Search the records below for "edge"; copy each line that has it.

(DATA UNDER STUDY Opens)

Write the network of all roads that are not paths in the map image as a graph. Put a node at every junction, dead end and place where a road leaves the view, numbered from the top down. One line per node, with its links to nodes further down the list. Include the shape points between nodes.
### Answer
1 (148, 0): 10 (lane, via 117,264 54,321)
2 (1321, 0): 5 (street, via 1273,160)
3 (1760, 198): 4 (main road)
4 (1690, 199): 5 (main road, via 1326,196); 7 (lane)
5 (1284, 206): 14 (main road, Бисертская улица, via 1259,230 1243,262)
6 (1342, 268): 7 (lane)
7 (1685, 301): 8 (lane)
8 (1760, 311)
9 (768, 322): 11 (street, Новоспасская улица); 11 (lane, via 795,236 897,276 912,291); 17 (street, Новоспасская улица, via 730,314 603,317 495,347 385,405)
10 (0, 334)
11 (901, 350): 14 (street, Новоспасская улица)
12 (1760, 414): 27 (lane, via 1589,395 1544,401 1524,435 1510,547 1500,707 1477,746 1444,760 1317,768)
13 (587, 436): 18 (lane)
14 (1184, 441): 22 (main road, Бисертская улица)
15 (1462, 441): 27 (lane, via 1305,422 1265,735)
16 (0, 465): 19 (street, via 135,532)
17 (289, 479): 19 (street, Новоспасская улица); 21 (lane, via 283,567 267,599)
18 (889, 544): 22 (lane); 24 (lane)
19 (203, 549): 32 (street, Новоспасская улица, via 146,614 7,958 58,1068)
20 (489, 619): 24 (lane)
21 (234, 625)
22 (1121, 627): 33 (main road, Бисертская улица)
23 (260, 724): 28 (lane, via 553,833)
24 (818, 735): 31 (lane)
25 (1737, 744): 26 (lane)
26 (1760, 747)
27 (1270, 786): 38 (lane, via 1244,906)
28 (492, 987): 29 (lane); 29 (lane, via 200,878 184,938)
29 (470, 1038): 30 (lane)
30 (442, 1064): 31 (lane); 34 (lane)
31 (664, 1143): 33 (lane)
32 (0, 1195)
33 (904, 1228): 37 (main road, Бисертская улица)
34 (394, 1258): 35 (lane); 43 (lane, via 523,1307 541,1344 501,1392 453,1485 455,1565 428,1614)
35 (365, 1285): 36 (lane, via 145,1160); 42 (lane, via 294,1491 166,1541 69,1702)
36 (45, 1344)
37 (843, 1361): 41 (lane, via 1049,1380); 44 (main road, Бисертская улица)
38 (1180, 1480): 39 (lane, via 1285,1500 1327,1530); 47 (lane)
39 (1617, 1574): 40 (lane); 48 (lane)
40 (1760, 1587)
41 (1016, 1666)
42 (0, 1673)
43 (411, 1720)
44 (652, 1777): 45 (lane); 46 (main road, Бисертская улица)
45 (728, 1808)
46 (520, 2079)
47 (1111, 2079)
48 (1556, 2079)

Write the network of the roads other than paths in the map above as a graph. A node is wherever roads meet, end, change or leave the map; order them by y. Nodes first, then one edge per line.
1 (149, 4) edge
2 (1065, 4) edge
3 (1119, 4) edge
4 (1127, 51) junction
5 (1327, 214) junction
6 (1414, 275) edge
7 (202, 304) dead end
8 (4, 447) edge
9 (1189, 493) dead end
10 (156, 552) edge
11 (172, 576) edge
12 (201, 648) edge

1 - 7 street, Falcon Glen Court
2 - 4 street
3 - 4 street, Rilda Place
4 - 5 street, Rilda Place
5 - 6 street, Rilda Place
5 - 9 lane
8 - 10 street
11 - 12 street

(DATA UNDER STUDY Closes)

YOUR RESPONSE ->
Write the network of the roads other than paths in the map above as a graph. A node is wherever roads meet, end, change or leave the map; order them by y. Nodes first, then one edge per line.
1 (149, 4) edge
2 (1065, 4) edge
3 (1119, 4) edge
6 (1414, 275) edge
8 (4, 447) edge
10 (156, 552) edge
11 (172, 576) edge
12 (201, 648) edge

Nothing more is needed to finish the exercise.